*Task brief:* All of the data below is to be written out again exactly.

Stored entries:
==========

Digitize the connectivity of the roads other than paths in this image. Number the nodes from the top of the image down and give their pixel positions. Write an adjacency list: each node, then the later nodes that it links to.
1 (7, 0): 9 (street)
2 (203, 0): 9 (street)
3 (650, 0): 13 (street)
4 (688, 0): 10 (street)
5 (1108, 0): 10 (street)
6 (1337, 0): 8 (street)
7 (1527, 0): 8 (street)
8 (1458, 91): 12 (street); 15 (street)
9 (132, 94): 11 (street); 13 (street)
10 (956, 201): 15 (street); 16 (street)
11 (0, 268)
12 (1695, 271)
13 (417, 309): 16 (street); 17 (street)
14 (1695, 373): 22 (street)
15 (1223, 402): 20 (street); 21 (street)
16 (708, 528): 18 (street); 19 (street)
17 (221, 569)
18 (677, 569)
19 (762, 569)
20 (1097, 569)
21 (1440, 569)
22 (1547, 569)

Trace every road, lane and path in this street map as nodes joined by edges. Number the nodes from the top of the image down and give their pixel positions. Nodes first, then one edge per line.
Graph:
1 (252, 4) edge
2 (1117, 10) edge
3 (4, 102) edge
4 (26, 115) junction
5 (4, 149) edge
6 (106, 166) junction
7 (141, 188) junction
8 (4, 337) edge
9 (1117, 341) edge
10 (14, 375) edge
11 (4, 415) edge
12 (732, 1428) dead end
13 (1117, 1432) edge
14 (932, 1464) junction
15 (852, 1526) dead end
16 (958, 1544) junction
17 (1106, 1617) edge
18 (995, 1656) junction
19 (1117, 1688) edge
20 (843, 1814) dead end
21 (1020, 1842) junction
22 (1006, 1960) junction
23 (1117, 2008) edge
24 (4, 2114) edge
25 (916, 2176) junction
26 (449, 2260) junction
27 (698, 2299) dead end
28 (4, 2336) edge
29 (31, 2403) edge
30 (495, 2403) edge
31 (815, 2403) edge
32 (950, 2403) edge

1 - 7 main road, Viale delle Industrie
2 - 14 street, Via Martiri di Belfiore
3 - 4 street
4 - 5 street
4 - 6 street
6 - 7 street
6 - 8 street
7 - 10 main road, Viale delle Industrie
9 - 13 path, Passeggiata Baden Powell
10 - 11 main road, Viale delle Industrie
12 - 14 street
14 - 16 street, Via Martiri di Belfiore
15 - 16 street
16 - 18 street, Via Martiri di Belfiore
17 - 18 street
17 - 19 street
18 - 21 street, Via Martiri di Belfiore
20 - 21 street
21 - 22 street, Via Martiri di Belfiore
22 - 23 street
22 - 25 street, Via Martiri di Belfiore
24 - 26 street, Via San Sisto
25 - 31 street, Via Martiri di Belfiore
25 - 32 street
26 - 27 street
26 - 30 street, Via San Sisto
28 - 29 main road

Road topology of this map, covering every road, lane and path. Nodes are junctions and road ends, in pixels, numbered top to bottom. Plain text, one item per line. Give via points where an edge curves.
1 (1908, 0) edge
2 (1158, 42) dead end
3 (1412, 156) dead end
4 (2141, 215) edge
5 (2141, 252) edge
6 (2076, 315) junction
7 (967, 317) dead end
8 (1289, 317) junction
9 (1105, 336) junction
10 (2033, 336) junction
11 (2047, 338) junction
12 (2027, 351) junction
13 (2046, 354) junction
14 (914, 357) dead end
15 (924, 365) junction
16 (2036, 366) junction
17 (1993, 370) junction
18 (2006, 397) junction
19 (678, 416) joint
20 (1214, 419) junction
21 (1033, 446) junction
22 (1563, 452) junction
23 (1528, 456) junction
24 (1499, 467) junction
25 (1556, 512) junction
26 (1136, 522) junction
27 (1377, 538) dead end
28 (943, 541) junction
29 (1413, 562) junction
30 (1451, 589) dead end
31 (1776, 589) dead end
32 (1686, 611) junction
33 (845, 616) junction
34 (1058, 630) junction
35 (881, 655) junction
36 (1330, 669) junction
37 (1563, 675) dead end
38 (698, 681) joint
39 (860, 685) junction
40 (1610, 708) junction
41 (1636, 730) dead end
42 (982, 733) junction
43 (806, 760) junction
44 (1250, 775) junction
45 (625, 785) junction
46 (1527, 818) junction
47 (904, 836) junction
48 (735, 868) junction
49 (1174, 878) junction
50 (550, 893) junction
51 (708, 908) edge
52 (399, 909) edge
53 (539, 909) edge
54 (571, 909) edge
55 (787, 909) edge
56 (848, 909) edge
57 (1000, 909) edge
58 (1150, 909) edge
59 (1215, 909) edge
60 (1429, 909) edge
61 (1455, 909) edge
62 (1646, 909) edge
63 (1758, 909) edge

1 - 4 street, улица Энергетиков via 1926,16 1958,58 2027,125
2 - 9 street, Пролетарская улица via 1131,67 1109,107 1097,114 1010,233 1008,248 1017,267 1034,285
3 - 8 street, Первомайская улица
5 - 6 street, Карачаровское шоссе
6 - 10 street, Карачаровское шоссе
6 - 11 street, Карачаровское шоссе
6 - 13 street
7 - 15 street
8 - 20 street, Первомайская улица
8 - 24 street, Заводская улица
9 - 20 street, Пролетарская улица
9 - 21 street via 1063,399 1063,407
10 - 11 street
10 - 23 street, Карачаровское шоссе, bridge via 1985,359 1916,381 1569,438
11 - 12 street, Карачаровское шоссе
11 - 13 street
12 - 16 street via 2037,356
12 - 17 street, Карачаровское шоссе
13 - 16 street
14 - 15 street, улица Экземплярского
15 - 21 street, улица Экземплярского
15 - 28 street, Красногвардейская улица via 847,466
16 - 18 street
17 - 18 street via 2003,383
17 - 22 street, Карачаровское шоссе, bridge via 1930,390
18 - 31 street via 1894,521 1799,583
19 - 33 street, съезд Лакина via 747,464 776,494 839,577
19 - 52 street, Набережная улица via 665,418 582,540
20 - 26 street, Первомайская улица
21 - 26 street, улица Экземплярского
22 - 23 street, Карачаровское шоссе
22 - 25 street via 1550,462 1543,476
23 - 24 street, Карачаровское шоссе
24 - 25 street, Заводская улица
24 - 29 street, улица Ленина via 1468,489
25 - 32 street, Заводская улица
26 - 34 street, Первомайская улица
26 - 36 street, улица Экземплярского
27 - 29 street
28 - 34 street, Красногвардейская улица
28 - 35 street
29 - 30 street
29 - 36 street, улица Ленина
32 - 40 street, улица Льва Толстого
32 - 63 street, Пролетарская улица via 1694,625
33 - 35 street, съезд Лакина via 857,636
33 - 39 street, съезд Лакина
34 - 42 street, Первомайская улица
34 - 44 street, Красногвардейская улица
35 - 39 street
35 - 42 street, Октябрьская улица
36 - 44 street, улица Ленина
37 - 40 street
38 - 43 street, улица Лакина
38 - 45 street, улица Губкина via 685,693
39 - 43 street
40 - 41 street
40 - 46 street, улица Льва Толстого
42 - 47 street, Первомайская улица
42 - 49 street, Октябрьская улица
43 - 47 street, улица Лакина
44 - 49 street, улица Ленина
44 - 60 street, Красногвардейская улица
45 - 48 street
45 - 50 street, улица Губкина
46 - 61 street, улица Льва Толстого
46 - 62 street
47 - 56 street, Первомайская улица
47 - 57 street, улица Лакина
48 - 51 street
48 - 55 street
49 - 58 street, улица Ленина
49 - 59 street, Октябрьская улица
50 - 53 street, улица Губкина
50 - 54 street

==========

*Answer to the exercise:*
Digitize the connectivity of the roads other than paths in this image. Number the nodes from the top of the image down and give their pixel positions. Write an adjacency list: each node, then the later nodes that it links to.
1 (7, 0): 9 (street)
2 (203, 0): 9 (street)
3 (650, 0): 13 (street)
4 (688, 0): 10 (street)
5 (1108, 0): 10 (street)
6 (1337, 0): 8 (street)
7 (1527, 0): 8 (street)
8 (1458, 91): 12 (street); 15 (street)
9 (132, 94): 11 (street); 13 (street)
10 (956, 201): 15 (street); 16 (street)
11 (0, 268)
12 (1695, 271)
13 (417, 309): 16 (street); 17 (street)
14 (1695, 373): 22 (street)
15 (1223, 402): 20 (street); 21 (street)
16 (708, 528): 18 (street); 19 (street)
17 (221, 569)
18 (677, 569)
19 (762, 569)
20 (1097, 569)
21 (1440, 569)
22 (1547, 569)

Trace every road, lane and path in this street map as nodes joined by edges. Number the nodes from the top of the image down and give their pixel positions. Nodes first, then one edge per line.
Graph:
1 (252, 4) edge
2 (1117, 10) edge
3 (4, 102) edge
4 (26, 115) junction
5 (4, 149) edge
6 (106, 166) junction
7 (141, 188) junction
8 (4, 337) edge
9 (1117, 341) edge
10 (14, 375) edge
11 (4, 415) edge
12 (732, 1428) dead end
13 (1117, 1432) edge
14 (932, 1464) junction
15 (852, 1526) dead end
16 (958, 1544) junction
17 (1106, 1617) edge
18 (995, 1656) junction
19 (1117, 1688) edge
20 (843, 1814) dead end
21 (1020, 1842) junction
22 (1006, 1960) junction
23 (1117, 2008) edge
24 (4, 2114) edge
25 (916, 2176) junction
26 (449, 2260) junction
27 (698, 2299) dead end
28 (4, 2336) edge
29 (31, 2403) edge
30 (495, 2403) edge
31 (815, 2403) edge
32 (950, 2403) edge

1 - 7 main road, Viale delle Industrie
2 - 14 street, Via Martiri di Belfiore
3 - 4 street
4 - 5 street
4 - 6 street
6 - 7 street
6 - 8 street
7 - 10 main road, Viale delle Industrie
9 - 13 path, Passeggiata Baden Powell
10 - 11 main road, Viale delle Industrie
12 - 14 street
14 - 16 street, Via Martiri di Belfiore
15 - 16 street
16 - 18 street, Via Martiri di Belfiore
17 - 18 street
17 - 19 street
18 - 21 street, Via Martiri di Belfiore
20 - 21 street
21 - 22 street, Via Martiri di Belfiore
22 - 23 street
22 - 25 street, Via Martiri di Belfiore
24 - 26 street, Via San Sisto
25 - 31 street, Via Martiri di Belfiore
25 - 32 street
26 - 27 street
26 - 30 street, Via San Sisto
28 - 29 main road

Road topology of this map, covering every road, lane and path. Nodes are junctions and road ends, in pixels, numbered top to bottom. Plain text, one item per line. Give via points where an edge curves.
1 (1908, 0) edge
2 (1158, 42) dead end
3 (1412, 156) dead end
4 (2141, 215) edge
5 (2141, 252) edge
6 (2076, 315) junction
7 (967, 317) dead end
8 (1289, 317) junction
9 (1105, 336) junction
10 (2033, 336) junction
11 (2047, 338) junction
12 (2027, 351) junction
13 (2046, 354) junction
14 (914, 357) dead end
15 (924, 365) junction
16 (2036, 366) junction
17 (1993, 370) junction
18 (2006, 397) junction
19 (678, 416) joint
20 (1214, 419) junction
21 (1033, 446) junction
22 (1563, 452) junction
23 (1528, 456) junction
24 (1499, 467) junction
25 (1556, 512) junction
26 (1136, 522) junction
27 (1377, 538) dead end
28 (943, 541) junction
29 (1413, 562) junction
30 (1451, 589) dead end
31 (1776, 589) dead end
32 (1686, 611) junction
33 (845, 616) junction
34 (1058, 630) junction
35 (881, 655) junction
36 (1330, 669) junction
37 (1563, 675) dead end
38 (698, 681) joint
39 (860, 685) junction
40 (1610, 708) junction
41 (1636, 730) dead end
42 (982, 733) junction
43 (806, 760) junction
44 (1250, 775) junction
45 (625, 785) junction
46 (1527, 818) junction
47 (904, 836) junction
48 (735, 868) junction
49 (1174, 878) junction
50 (550, 893) junction
51 (708, 908) edge
52 (399, 909) edge
53 (539, 909) edge
54 (571, 909) edge
55 (787, 909) edge
56 (848, 909) edge
57 (1000, 909) edge
58 (1150, 909) edge
59 (1215, 909) edge
60 (1429, 909) edge
61 (1455, 909) edge
62 (1646, 909) edge
63 (1758, 909) edge

1 - 4 street, улица Энергетиков via 1926,16 1958,58 2027,125
2 - 9 street, Пролетарская улица via 1131,67 1109,107 1097,114 1010,233 1008,248 1017,267 1034,285
3 - 8 street, Первомайская улица
5 - 6 street, Карачаровское шоссе
6 - 10 street, Карачаровское шоссе
6 - 11 street, Карачаровское шоссе
6 - 13 street
7 - 15 street
8 - 20 street, Первомайская улица
8 - 24 street, Заводская улица
9 - 20 street, Пролетарская улица
9 - 21 street via 1063,399 1063,407
10 - 11 street
10 - 23 street, Карачаровское шоссе, bridge via 1985,359 1916,381 1569,438
11 - 12 street, Карачаровское шоссе
11 - 13 street
12 - 16 street via 2037,356
12 - 17 street, Карачаровское шоссе
13 - 16 street
14 - 15 street, улица Экземплярского
15 - 21 street, улица Экземплярского
15 - 28 street, Красногвардейская улица via 847,466
16 - 18 street
17 - 18 street via 2003,383
17 - 22 street, Карачаровское шоссе, bridge via 1930,390
18 - 31 street via 1894,521 1799,583
19 - 33 street, съезд Лакина via 747,464 776,494 839,577
19 - 52 street, Набережная улица via 665,418 582,540
20 - 26 street, Первомайская улица
21 - 26 street, улица Экземплярского
22 - 23 street, Карачаровское шоссе
22 - 25 street via 1550,462 1543,476
23 - 24 street, Карачаровское шоссе
24 - 25 street, Заводская улица
24 - 29 street, улица Ленина via 1468,489
25 - 32 street, Заводская улица
26 - 34 street, Первомайская улица
26 - 36 street, улица Экземплярского
27 - 29 street
28 - 34 street, Красногвардейская улица
28 - 35 street
29 - 30 street
29 - 36 street, улица Ленина
32 - 40 street, улица Льва Толстого
32 - 63 street, Пролетарская улица via 1694,625
33 - 35 street, съезд Лакина via 857,636
33 - 39 street, съезд Лакина
34 - 42 street, Первомайская улица
34 - 44 street, Красногвардейская улица
35 - 39 street
35 - 42 street, Октябрьская улица
36 - 44 street, улица Ленина
37 - 40 street
38 - 43 street, улица Лакина
38 - 45 street, улица Губкина via 685,693
39 - 43 street
40 - 41 street
40 - 46 street, улица Льва Толстого
42 - 47 street, Первомайская улица
42 - 49 street, Октябрьская улица
43 - 47 street, улица Лакина
44 - 49 street, улица Ленина
44 - 60 street, Красногвардейская улица
45 - 48 street
45 - 50 street, улица Губкина
46 - 61 street, улица Льва Толстого
46 - 62 street
47 - 56 street, Первомайская улица
47 - 57 street, улица Лакина
48 - 51 street
48 - 55 street
49 - 58 street, улица Ленина
49 - 59 street, Октябрьская улица
50 - 53 street, улица Губкина
50 - 54 street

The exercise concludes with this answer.